X
Innovation

Heron's not so hardy after all

Is Ubuntu's Hardy Heron resting on its laurels? Ubuntu 8.
Written by Rupert Goodwins, Contributor

Is Ubuntu's Hardy Heron resting on its laurels? Ubuntu 8.04LTS - for Long Term Support - was widely expected to continue the platform's long, steady march towards impeccable reliability and usability. But instead of a shot on goal, it's looking more like a foul each day.

Our first impression of 8.04 was good - but we had enough trouble during the review that we couldn't recommend it for enterprise deployment. Since then, more problems have emerged. Take Six Annoyances In Hardy Heron, a blog post from a solid Ubuntu fan that details a number of places where the new distribution is notably worse than its predecessor. Some are trivial, some serious, but all are clearly mistakes. He also links to numerous other users who have their own concerns: this is part of a rising murmur of discontent from the Ubuntu heartlands that will carry on growing until the problems are acknowledged.

In fact, it's just one problem. 8.04LTS wasn't ready. Decisions had been made that weren't good decisions, mistakes had been made that weren't fixed, assumptions were assumed that weren't true. That's par for the course for any big project, and in something that relies on quite so many disparate parts as a Linux distribution, it's only surprising that there weren't more.

But one of the key benefits of open source is that it should be easier, not harder, to sort such issues out. You don't have to operate behind a cloak of commercial secrecy: the discussions, the decisions and their consequences are all on show and can be remedied far more effectively than if you launch them all at once on an unsuspecting world.

Mark Shuttleworth is trying to get the suppliers of Ubuntu's major components to adopt a common release cycle, which would on the face of it help with things like 8.04 having to choose between the reliable Firefox 2.0 or the late-beta version 3 that it actually shipped with - a choice that's looking like a mistake.

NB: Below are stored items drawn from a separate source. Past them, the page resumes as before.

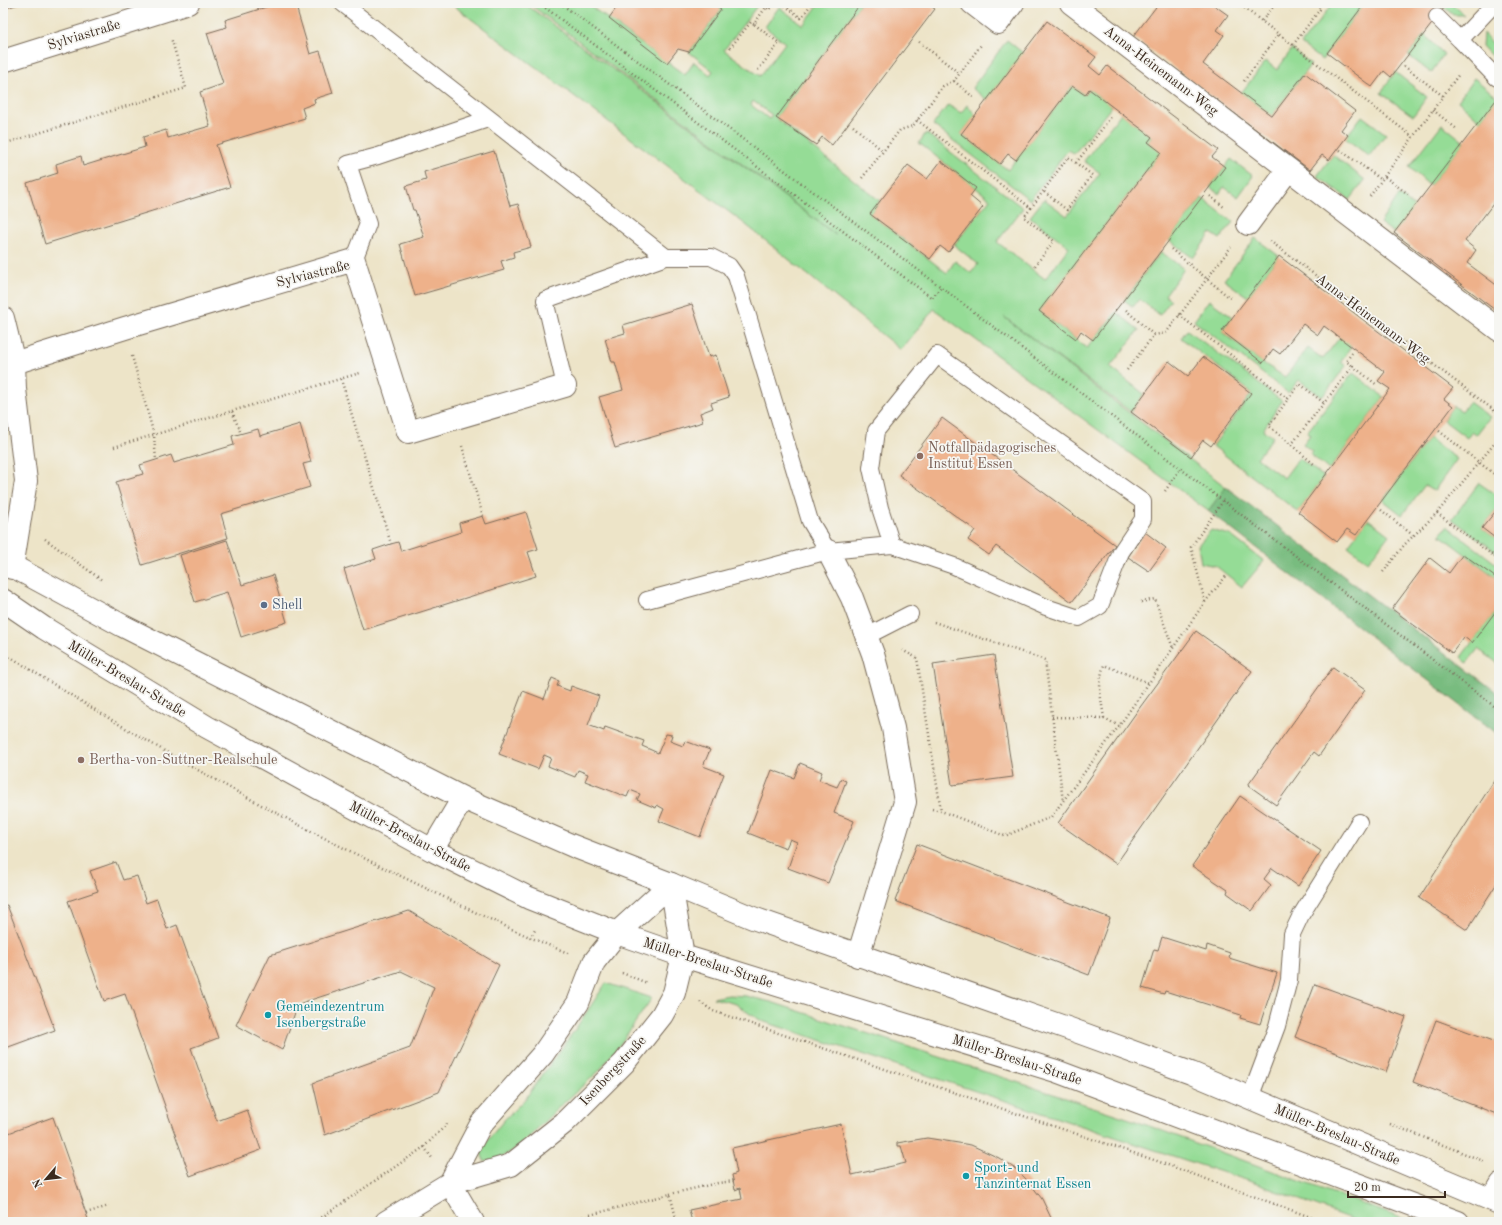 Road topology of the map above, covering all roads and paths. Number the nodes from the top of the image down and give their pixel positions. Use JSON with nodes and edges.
{"nodes":[{"id":1,"x":188,"y":3,"type":"edge"},
{"id":2,"x":342,"y":3,"type":"edge"},
{"id":3,"x":539,"y":3,"type":"edge"},
{"id":4,"x":560,"y":3,"type":"edge"},
{"id":5,"x":760,"y":3,"type":"edge"},
{"id":6,"x":774,"y":3,"type":"edge"},
{"id":7,"x":782,"y":3,"type":"edge"},
{"id":8,"x":812,"y":3,"type":"edge"},
{"id":9,"x":972,"y":3,"type":"edge"},
{"id":10,"x":1013,"y":3,"type":"edge"},
{"id":11,"x":1071,"y":3,"type":"edge"},
{"id":12,"x":1238,"y":3,"type":"edge"},
{"id":13,"x":1276,"y":3,"type":"edge"},
{"id":14,"x":1495,"y":3,"type":"edge"},
{"id":15,"x":1316,"y":4,"type":"edge"},
{"id":16,"x":766,"y":7,"type":"junction"},
{"id":17,"x":162,"y":11,"type":"junction"},
{"id":18,"x":1437,"y":17,"type":"dead end"},
{"id":19,"x":1262,"y":21,"type":"junction"},
{"id":20,"x":998,"y":23,"type":"junction"},
{"id":21,"x":754,"y":24,"type":"junction"},
{"id":22,"x":1279,"y":34,"type":"junction"},
{"id":23,"x":1460,"y":40,"type":"junction"},
{"id":24,"x":919,"y":42,"type":"dead end"},
{"id":25,"x":1293,"y":45,"type":"junction"},
{"id":26,"x":730,"y":48,"type":"dead end"},
{"id":27,"x":1473,"y":54,"type":"junction"},
{"id":28,"x":3,"y":61,"type":"edge"},
{"id":29,"x":1404,"y":66,"type":"dead end"},
{"id":30,"x":758,"y":70,"type":"dead end"},
{"id":31,"x":959,"y":73,"type":"junction"},
{"id":32,"x":1497,"y":78,"type":"dead end"},
{"id":33,"x":954,"y":81,"type":"junction"},
{"id":34,"x":1244,"y":81,"type":"dead end"},
{"id":35,"x":973,"y":96,"type":"dead end"},
{"id":36,"x":1443,"y":96,"type":"junction"},
{"id":37,"x":1433,"y":110,"type":"junction"},
{"id":38,"x":1111,"y":116,"type":"dead end"},
{"id":39,"x":488,"y":119,"type":"junction"},
{"id":40,"x":917,"y":120,"type":"junction"},
{"id":41,"x":853,"y":126,"type":"dead end"},
{"id":42,"x":1458,"y":130,"type":"dead end"},
{"id":43,"x":1413,"y":137,"type":"junction"},
{"id":44,"x":3,"y":144,"type":"edge"},
{"id":45,"x":1340,"y":150,"type":"dead end"},
{"id":46,"x":883,"y":151,"type":"junction"},
{"id":47,"x":1076,"y":163,"type":"junction"},
{"id":48,"x":1288,"y":170,"type":"junction"},
{"id":49,"x":1384,"y":177,"type":"junction"},
{"id":50,"x":862,"y":178,"type":"dead end"},
{"id":51,"x":1382,"y":180,"type":"junction"},
{"id":52,"x":1043,"y":191,"type":"junction"},
{"id":53,"x":1408,"y":194,"type":"dead end"},
{"id":54,"x":1031,"y":208,"type":"junction"},
{"id":55,"x":1354,"y":219,"type":"junction"},
{"id":56,"x":1248,"y":224,"type":"junction"},
{"id":57,"x":1171,"y":249,"type":"dead end"},
{"id":58,"x":666,"y":257,"type":"junction"},
{"id":59,"x":354,"y":260,"type":"junction"},
{"id":60,"x":1034,"y":267,"type":"dead end"},
{"id":61,"x":1207,"y":279,"type":"junction"},
{"id":62,"x":941,"y":287,"type":"junction"},
{"id":63,"x":1230,"y":298,"type":"dead end"},
{"id":64,"x":1126,"y":310,"type":"dead end"},
{"id":65,"x":1179,"y":316,"type":"junction"},
{"id":66,"x":3,"y":318,"type":"edge"},
{"id":67,"x":125,"y":328,"type":"junction"},
{"id":68,"x":1499,"y":330,"type":"edge"},
{"id":69,"x":1154,"y":335,"type":"junction"},
{"id":70,"x":1352,"y":353,"type":"dead end"},
{"id":71,"x":14,"y":363,"type":"junction"},
{"id":72,"x":387,"y":365,"type":"junction"},
{"id":73,"x":1353,"y":366,"type":"junction"},
{"id":74,"x":1127,"y":370,"type":"dead end"},
{"id":75,"x":342,"y":379,"type":"junction"},
{"id":76,"x":1376,"y":385,"type":"dead end"},
{"id":77,"x":565,"y":386,"type":"joint"},
{"id":78,"x":15,"y":390,"type":"junction"},
{"id":79,"x":1288,"y":399,"type":"junction"},
{"id":80,"x":1324,"y":403,"type":"junction"},
{"id":81,"x":232,"y":411,"type":"junction"},
{"id":82,"x":1499,"y":414,"type":"edge"},
{"id":83,"x":453,"y":419,"type":"junction"},
{"id":84,"x":3,"y":423,"type":"edge"},
{"id":85,"x":1439,"y":431,"type":"dead end"},
{"id":86,"x":241,"y":434,"type":"dead end"},
{"id":87,"x":154,"y":435,"type":"junction"},
{"id":88,"x":1499,"y":438,"type":"edge"},
{"id":89,"x":1291,"y":445,"type":"junction"},
{"id":90,"x":114,"y":447,"type":"dead end"},
{"id":91,"x":156,"y":460,"type":"dead end"},
{"id":92,"x":1478,"y":462,"type":"junction"},
{"id":93,"x":1315,"y":465,"type":"dead end"},
{"id":94,"x":1499,"y":478,"type":"edge"},
{"id":95,"x":1223,"y":501,"type":"junction"},
{"id":96,"x":1381,"y":510,"type":"dead end"},
{"id":97,"x":1437,"y":513,"type":"junction"},
{"id":98,"x":483,"y":516,"type":"dead end"},
{"id":99,"x":20,"y":521,"type":"junction"},
{"id":100,"x":1414,"y":536,"type":"junction"},
{"id":101,"x":391,"y":544,"type":"dead end"},
{"id":102,"x":892,"y":545,"type":"junction"},
{"id":103,"x":828,"y":551,"type":"junction"},
{"id":104,"x":1499,"y":560,"type":"edge"},
{"id":105,"x":8,"y":564,"type":"edge"},
{"id":106,"x":1383,"y":572,"type":"dead end"},
{"id":107,"x":93,"y":574,"type":"dead end"},
{"id":108,"x":1227,"y":575,"type":"dead end"},
{"id":109,"x":3,"y":600,"type":"edge"},
{"id":110,"x":647,"y":600,"type":"dead end"},
{"id":111,"x":1141,"y":602,"type":"dead end"},
{"id":112,"x":1205,"y":602,"type":"junction"},
{"id":113,"x":910,"y":614,"type":"junction"},
{"id":114,"x":867,"y":636,"type":"junction"},
{"id":115,"x":1173,"y":648,"type":"junction"},
{"id":116,"x":3,"y":652,"type":"edge"},
{"id":117,"x":1149,"y":683,"type":"junction"},
{"id":118,"x":1499,"y":710,"type":"edge"},
{"id":119,"x":1052,"y":717,"type":"junction"},
{"id":120,"x":1104,"y":718,"type":"junction"},
{"id":121,"x":1118,"y":726,"type":"junction"},
{"id":122,"x":463,"y":798,"type":"junction"},
{"id":123,"x":1063,"y":802,"type":"junction"},
{"id":124,"x":904,"y":804,"type":"junction"},
{"id":125,"x":940,"y":811,"type":"junction"},
{"id":126,"x":1360,"y":822,"type":"dead end"},
{"id":127,"x":432,"y":850,"type":"junction"},
{"id":128,"x":672,"y":884,"type":"junction"},
{"id":129,"x":617,"y":933,"type":"junction"},
{"id":130,"x":683,"y":956,"type":"junction"},
{"id":131,"x":858,"y":956,"type":"junction"},
{"id":132,"x":566,"y":960,"type":"dead end"},
{"id":133,"x":594,"y":962,"type":"junction"},
{"id":134,"x":674,"y":993,"type":"junction"},
{"id":135,"x":1250,"y":1098,"type":"junction"},
{"id":136,"x":450,"y":1121,"type":"dead end"},
{"id":137,"x":734,"y":1181,"type":"dead end"},
{"id":138,"x":450,"y":1183,"type":"junction"},
{"id":139,"x":670,"y":1194,"type":"junction"},
{"id":140,"x":1496,"y":1195,"type":"edge"},
{"id":141,"x":109,"y":1206,"type":"dead end"},
{"id":142,"x":86,"y":1213,"type":"dead end"},
{"id":143,"x":315,"y":1222,"type":"edge"},
{"id":144,"x":386,"y":1222,"type":"edge"},
{"id":145,"x":472,"y":1222,"type":"edge"},
{"id":146,"x":563,"y":1222,"type":"edge"},
{"id":147,"x":677,"y":1222,"type":"edge"},
{"id":148,"x":1324,"y":1222,"type":"edge"},
{"id":149,"x":1458,"y":1222,"type":"edge"}],
"edges":[{"from":1,"to":17,"type":"street","name":"Sylviastraße"},
{"from":2,"to":39,"type":"lane"},
{"from":3,"to":62,"type":"path"},
{"from":4,"to":62,"type":"path"},
{"from":5,"to":16,"type":"path"},
{"from":6,"to":16,"type":"path"},
{"from":7,"to":8,"type":"path"},
{"from":9,"to":20,"type":"street"},
{"from":10,"to":20,"type":"street"},
{"from":11,"to":48,"type":"street","name":"Anna-Heinemann-Weg"},
{"from":12,"to":19,"type":"path"},
{"from":13,"to":19,"type":"path"},
{"from":14,"to":23,"type":"lane"},
{"from":15,"to":25,"type":"path"},
{"from":16,"to":21,"type":"path"},
{"from":17,"to":28,"type":"street","name":"Sylviastraße"},
{"from":17,"to":44,"type":"path"},
{"from":18,"to":23,"type":"lane"},
{"from":19,"to":22,"type":"path"},
{"from":20,"to":31,"type":"path"},
{"from":21,"to":26,"type":"path"},
{"from":21,"to":30,"type":"path"},
{"from":22,"to":25,"type":"path"},
{"from":22,"to":34,"type":"path"},
{"from":23,"to":27,"type":"lane"},
{"from":24,"to":31,"type":"path"},
{"from":25,"to":43,"type":"path"},
{"from":27,"to":32,"type":"lane"},
{"from":27,"to":36,"type":"path"},
{"from":29,"to":36,"type":"path"},
{"from":31,"to":33,"type":"path"},
{"from":33,"to":35,"type":"path"},
{"from":33,"to":40,"type":"path"},
{"from":36,"to":37,"type":"path"},
{"from":37,"to":42,"type":"path"},
{"from":37,"to":43,"type":"path"},
{"from":38,"to":47,"type":"path"},
{"from":39,"to":58,"type":"lane"},
{"from":39,"to":59,"type":"lane"},
{"from":40,"to":46,"type":"path"},
{"from":40,"to":54,"type":"path"},
{"from":41,"to":46,"type":"path"},
{"from":43,"to":49,"type":"path"},
{"from":45,"to":51,"type":"path"},
{"from":46,"to":50,"type":"path"},
{"from":47,"to":52,"type":"path"},
{"from":47,"to":52,"type":"path"},
{"from":48,"to":55,"type":"street","name":"Anna-Heinemann-Weg"},
{"from":48,"to":56,"type":"street"},
{"from":49,"to":51,"type":"path"},
{"from":49,"to":53,"type":"path"},
{"from":51,"to":55,"type":"path"},
{"from":52,"to":54,"type":"path"},
{"from":54,"to":60,"type":"path"},
{"from":55,"to":68,"type":"street","name":"Anna-Heinemann-Weg"},
{"from":56,"to":61,"type":"path"},
{"from":56,"to":82,"type":"path","name":"Anna-Heinemann-Weg"},
{"from":57,"to":61,"type":"path"},
{"from":58,"to":77,"type":"lane"},
{"from":58,"to":103,"type":"lane"},
{"from":59,"to":67,"type":"street","name":"Sylviastraße"},
{"from":59,"to":72,"type":"street","name":"Sylviastraße"},
{"from":61,"to":63,"type":"path"},
{"from":61,"to":65,"type":"path"},
{"from":62,"to":95,"type":"path"},
{"from":64,"to":69,"type":"path"},
{"from":65,"to":69,"type":"path"},
{"from":65,"to":79,"type":"path"},
{"from":66,"to":71,"type":"street"},
{"from":67,"to":71,"type":"street","name":"Sylviastraße"},
{"from":67,"to":87,"type":"path"},
{"from":69,"to":74,"type":"path"},
{"from":70,"to":73,"type":"path"},
{"from":71,"to":78,"type":"street"},
{"from":72,"to":75,"type":"path"},
{"from":72,"to":83,"type":"street","name":"Sylviastraße"},
{"from":73,"to":76,"type":"path"},
{"from":73,"to":80,"type":"path"},
{"from":75,"to":81,"type":"path"},
{"from":75,"to":101,"type":"path"},
{"from":77,"to":83,"type":"street","name":"Sylviastraße"},
{"from":78,"to":84,"type":"street"},
{"from":78,"to":99,"type":"street"},
{"from":79,"to":80,"type":"path"},
{"from":79,"to":89,"type":"path"},
{"from":80,"to":89,"type":"path"},
{"from":81,"to":86,"type":"path"},
{"from":81,"to":87,"type":"path"},
{"from":83,"to":98,"type":"path"},
{"from":85,"to":92,"type":"path"},
{"from":87,"to":90,"type":"path"},
{"from":87,"to":91,"type":"path"},
{"from":88,"to":92,"type":"path"},
{"from":89,"to":93,"type":"path"},
{"from":92,"to":94,"type":"path"},
{"from":92,"to":97,"type":"path"},
{"from":95,"to":112,"type":"path"},
{"from":95,"to":118,"type":"path"},
{"from":96,"to":100,"type":"path"},
{"from":97,"to":100,"type":"path"},
{"from":97,"to":104,"type":"path"},
{"from":99,"to":105,"type":"street"},
{"from":99,"to":107,"type":"path"},
{"from":100,"to":106,"type":"path"},
{"from":102,"to":102,"type":"lane"},
{"from":102,"to":103,"type":"lane"},
{"from":103,"to":110,"type":"lane"},
{"from":103,"to":114,"type":"street"},
{"from":105,"to":122,"type":"street","name":"Müller-Breslau-Straße"},
{"from":108,"to":112,"type":"path"},
{"from":109,"to":127,"type":"street","name":"Müller-Breslau-Straße"},
{"from":111,"to":115,"type":"path"},
{"from":112,"to":115,"type":"path"},
{"from":113,"to":114,"type":"lane"},
{"from":113,"to":119,"type":"path"},
{"from":113,"to":125,"type":"path"},
{"from":114,"to":124,"type":"street"},
{"from":115,"to":117,"type":"path"},
{"from":116,"to":132,"type":"path"},
{"from":117,"to":120,"type":"path"},
{"from":117,"to":121,"type":"path"},
{"from":119,"to":120,"type":"path"},
{"from":119,"to":123,"type":"path"},
{"from":120,"to":121,"type":"path"},
{"from":121,"to":123,"type":"path"},
{"from":122,"to":127,"type":"street"},
{"from":122,"to":128,"type":"street","name":"Müller-Breslau-Straße"},
{"from":123,"to":125,"type":"path"},
{"from":124,"to":125,"type":"path"},
{"from":124,"to":131,"type":"street"},
{"from":126,"to":135,"type":"lane"},
{"from":127,"to":129,"type":"street","name":"Müller-Breslau-Straße"},
{"from":128,"to":129,"type":"street"},
{"from":128,"to":130,"type":"street","name":"Isenbergstraße"},
{"from":128,"to":131,"type":"street","name":"Müller-Breslau-Straße"},
{"from":129,"to":130,"type":"street","name":"Müller-Breslau-Straße"},
{"from":129,"to":133,"type":"street"},
{"from":130,"to":134,"type":"street","name":"Isenbergstraße"},
{"from":130,"to":149,"type":"street","name":"Müller-Breslau-Straße"},
{"from":131,"to":135,"type":"street","name":"Müller-Breslau-Straße"},
{"from":133,"to":134,"type":"path"},
{"from":133,"to":138,"type":"street"},
{"from":134,"to":138,"type":"street","name":"Isenbergstraße"},
{"from":134,"to":148,"type":"path"},
{"from":135,"to":140,"type":"street","name":"Müller-Breslau-Straße"},
{"from":136,"to":143,"type":"path"},
{"from":137,"to":139,"type":"path"},
{"from":138,"to":144,"type":"street","name":"Isenbergstraße"},
{"from":138,"to":145,"type":"street"},
{"from":139,"to":146,"type":"path"},
{"from":139,"to":147,"type":"path"},
{"from":141,"to":142,"type":"path"}]}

I think that wish is hopeless, if not actively harmful. While the commercial imperative to hit a shipping date is very strong with proprietary software - the tyranny of the quarterly cycle creates enormous financial pressure - it is far less so when you have the freedom to decide when something's good enough. Your stakeholders aren't looking for guaranteed revenue on the books by the end of Q2: they're looking for quality.

It is important to have long-term support for a product; it is less so to anoint that product in April, come what may. Trying to impose a commercial cycle on entire swathes of open source development risks importing many of the commercial model's problems and losing a lot of the freedom of choice that makes open source unique.

A better model for LTS versions of Ubuntu would be to have a far more relaxed schedule. Given a three- or five-year window of support for LTS versions, then it's important to have the successor up and in the market before the expiration of that window. But why limit the window to a fixed term? That's dangerous, even for highly controlled companies such as Microsoft.

Better to guarantee a minimum period of support for LTS, to be wound down when the next LTS-worthy version has been tested in the wild for long enough to prove its worth. With a nominal six-month upgrade cycle, you can even leave that particular target a year wide. When, and only when, a version is found to be satisfactory, trigger the changeover.

That leaves plenty of opportunity to change bad decisions, adopt good, stable versions of the components when they become available, and lets the users become confident that the new LTS is safe to adopt. Sure, it blurs the alpha-beta-RC-release lines - but rewriting the rules of software development is rather the point.